I would like to see GG have a premium opportunity for quality oriented websites like mine. This could be great revenue opportunity for both publishers and GG. I am not going to suggest their would be less fraud in this new quality publisher network, however I believe folks with quality content and equitable revenue would be less tempted.

Currently, I am seeing a large influx of direct advertisers. This is good; eventually I will no longer need an ad partner. Most of my customers are looking for an on subject quality web site with less risk than the content network and less expensive than the se’s auction network. Without a quality content network available from the ad brokers of the world I predict this to be a continuing trend.

[edited by: Edge at 1:58 pm (utc) on Oct. 6, 2006]

Car_Guy

2:12 pm on Oct 6, 2006 (gmt 0)

10+ Year Member



I would have to have every person in my target web space visit me and view almost 10 pages per visit every month to qualify to the premium publisher opportunity.

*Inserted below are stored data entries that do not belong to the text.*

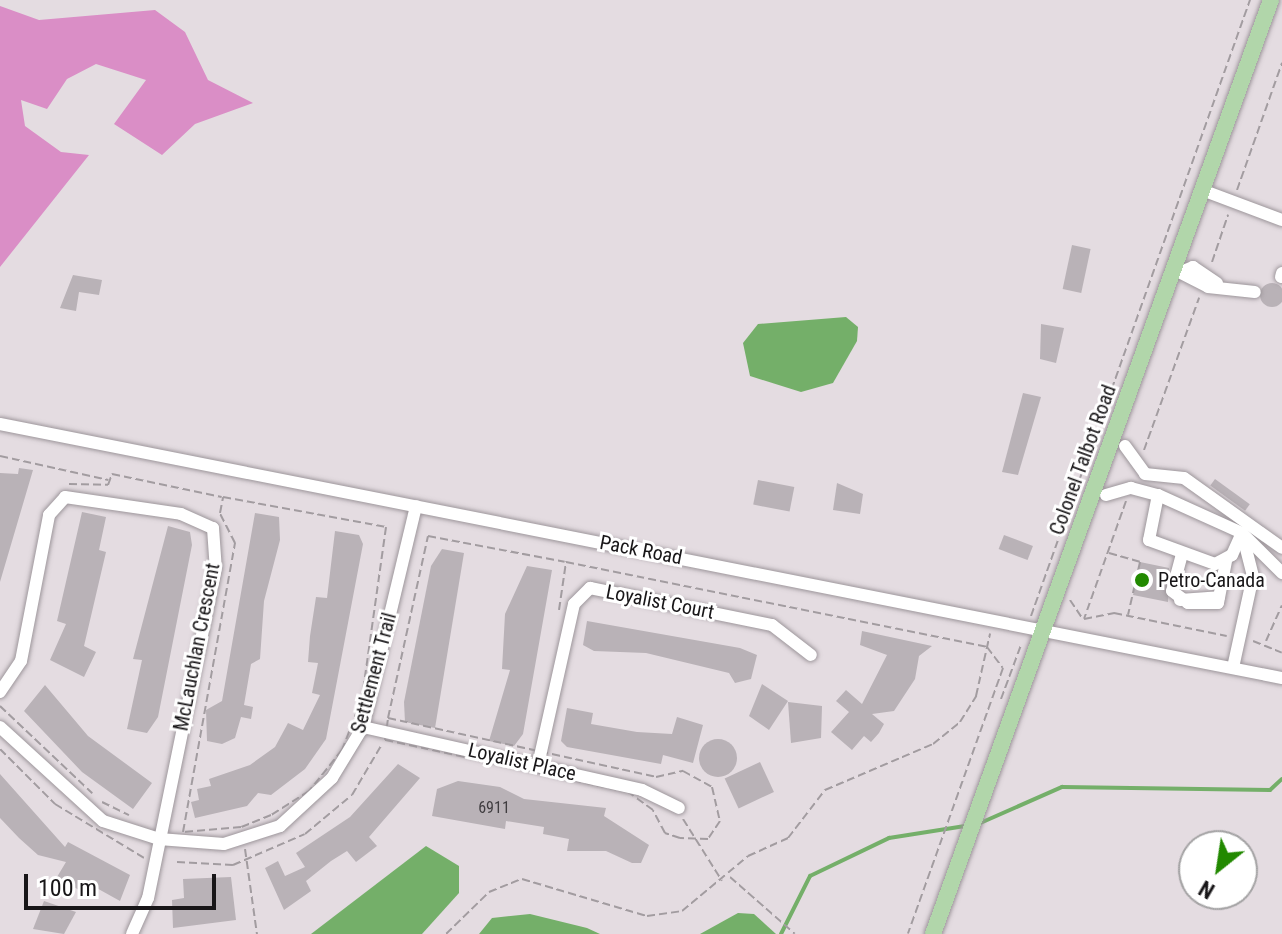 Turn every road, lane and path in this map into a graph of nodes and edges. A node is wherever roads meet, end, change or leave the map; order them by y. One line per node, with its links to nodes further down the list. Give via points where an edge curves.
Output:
1 (1250, 0): 32 (path)
2 (1271, 0): 4 (main road, Colonel Talbot Road)
3 (1282, 63): 5 (path)
4 (1202, 190): 5 (street); 7 (main road, Colonel Talbot Road)
5 (1234, 201): 6 (street); 8 (path)
6 (1282, 220)
7 (1177, 270): 8 (street); 32 (main road, Colonel Talbot Road)
8 (1210, 280): 9 (street); 13 (path)
9 (1255, 292)
10 (0, 424): 20 (street, Pack Road)
11 (1125, 446): 13 (street)
12 (0, 456): 14 (path)
13 (1138, 469): 17 (street)
14 (110, 480): 15 (path); 19 (path, via 112,474)
15 (65, 486)
16 (1131, 488): 17 (street); 18 (street); 23 (path)
17 (1155, 488): 21 (street); 22 (street, via 1184,478); 24 (street, via 1149,540)
18 (1106, 495)
19 (223, 497): 19 (path, via 220,513 235,543 183,832 241,827 271,815 309,791 342,750 362,698 386,527)
20 (416, 506): 30 (street, Pack Road); 44 (street, Settlement Trail)
21 (1242, 533): 25 (street); 27 (street); 33 (street, via 1253,576)
22 (1282, 548)
23 (1108, 553): 29 (path, via 1140,562); 29 (path, via 1084,619)
24 (1182, 554): 25 (street); 25 (street, via 1172,591 1180,600 1209,606 1219,597)
25 (1226, 561)
26 (566, 562): 31 (path); 35 (path); 42 (path, via 428,536)
27 (1282, 573)
28 (1282, 605): 34 (path)
29 (1127, 616): 33 (path)
30 (993, 620): 32 (street, Pack Road); 35 (path)
31 (557, 622)
32 (1035, 628): 38 (street, Pack Road); 58 (main road, Colonel Talbot Road)
33 (1239, 638): 34 (path); 38 (street)
34 (1265, 643): 36 (path)
35 (987, 647): 51 (path, via 976,696 960,722 933,744 825,790 788,838 748,856); 57 (path, via 1003,668)
36 (1282, 653)
37 (811, 655): 46 (street, Loyalist Court, via 772,625 590,588 574,604)
38 (1233, 668): 39 (street, Pack Road)
39 (1282, 678)
40 (0, 692): 49 (street, McLauchlan Crescent, via 21,661 49,515 65,497 181,514 213,528 216,567)
41 (0, 706): 48 (path, via 101,802)
42 (388, 718)
43 (0, 727): 49 (street, Settlement Trail, via 103,821)
44 (363, 727): 46 (street, Loyalist Place); 50 (street, Settlement Trail, via 312,801 280,826)
45 (537, 739): 46 (path)
46 (536, 759): 47 (street, Loyalist Place, via 642,790)
47 (679, 808): 52 (path)
48 (141, 821)
49 (159, 839): 50 (street, Settlement Trail); 53 (street)
50 (243, 839): 54 (path)
51 (729, 876): 52 (path); 56 (path)
52 (723, 882): 55 (path, via 682,911 647,916 522,879 489,892)
53 (132, 934)
54 (257, 934)
55 (446, 934)
56 (795, 934)
57 (908, 934)
58 (933, 934) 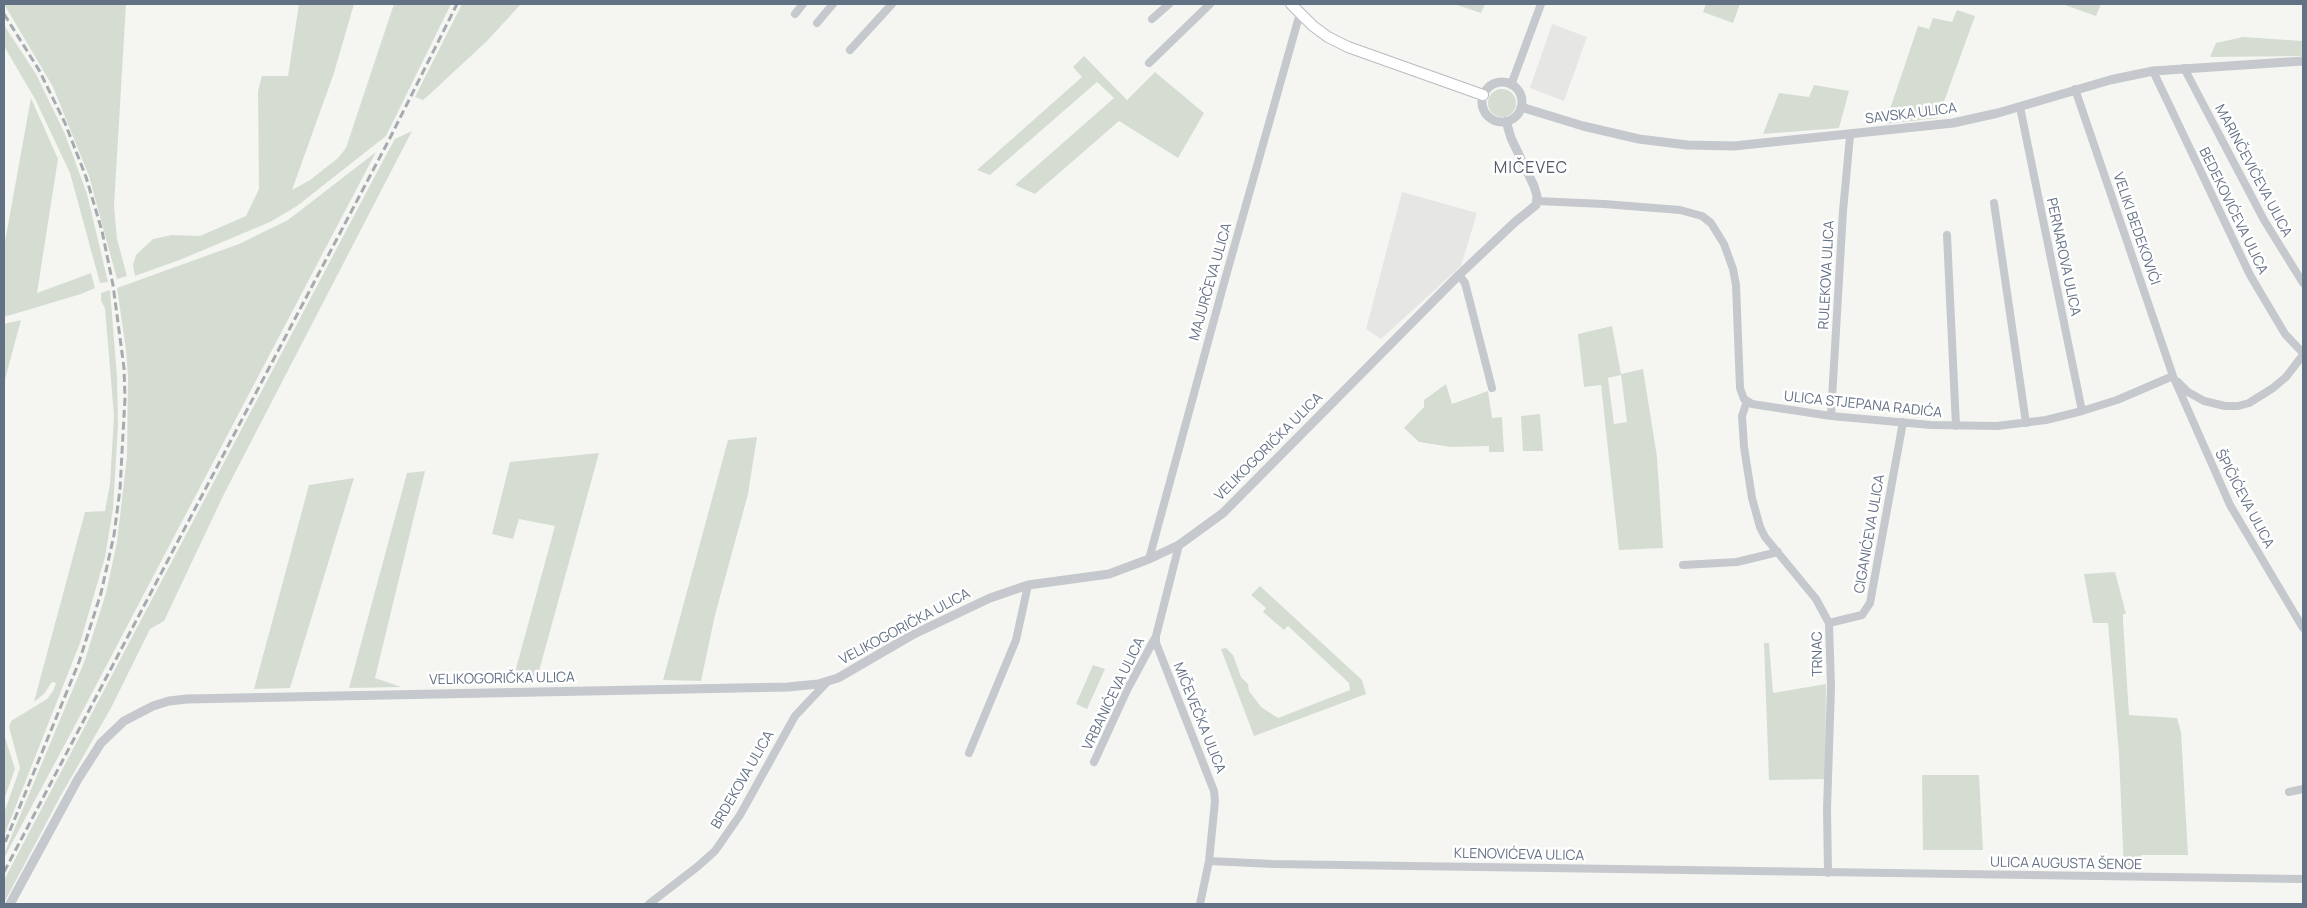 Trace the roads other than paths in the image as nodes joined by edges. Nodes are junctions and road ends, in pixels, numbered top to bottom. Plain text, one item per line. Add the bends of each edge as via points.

I hadn't heard of this. Where has Google defined this?

Edge

3:13 pm on Oct 6, 2006 (gmt 0)

WebmasterWorld Senior Member 10+ Year Member Top Contributors Of The Month



I'm not sure what you are asking - here's my attempt to answer.

I believe their is a Premium Adsense publisher status. To qualify one has to has 20 million page views per month. Please correct me someone if I am wrong.

I have 2.1 million potential interested professional visitors in the the USA.

20 million page views divided by 2.1 million potential visitors equals 9.5 . So, for me to get 20 million pages views and qualify for the premium publisher status, I would have to have all of my target audience visit me and each look at 9.5 pages every month.

hunderdown

3:19 pm on Oct 6, 2006 (gmt 0)



If I'm a commodity, then I'm a pretty expensive one. I'm in an even smaller niche than you, and I'm miles away from being a premium publisher. (By the way, Car_Guy, to be a premium publisher you need a large number of montbly page views, I think in the millions, and to be invited by Google. You might find more information on the AdSense site or by searching WebmasterWorld.)

But I'm earning far more from Google than I did from other methods of earning money for my site, and my average EPC is fairly high. I don't feel like a commodity. Even if the same ads are appearing on MFA sites, I bet they aren't earning what I do....

JinxBoy

3:23 pm on Oct 6, 2006 (gmt 0)

10+ Year Member



So this is all hypothetical?

I suggest reading up on internet-audiences, and defining them. There's been quite a lot of interesting research published on this by researchers of universities from all over the world, and helps put things into perspective...

Good luck!

PS. The fact that the focus is on volume and not on quality is understandable for such a large organisation as google. Remember: if they have to make a qualification on quality for each and every site of each and every publisher, at each and every given time, they'd be throwing away time....

I do feel however that google should do more quality control... MFA's kill the network credibility, and are surely bad news in the long run...

hunderdown

3:32 pm on Oct 6, 2006 (gmt 0)



Yes, Edge is suggesting a different kind of premium publisher status. There have been discussions about similar ideas in the past, by the way.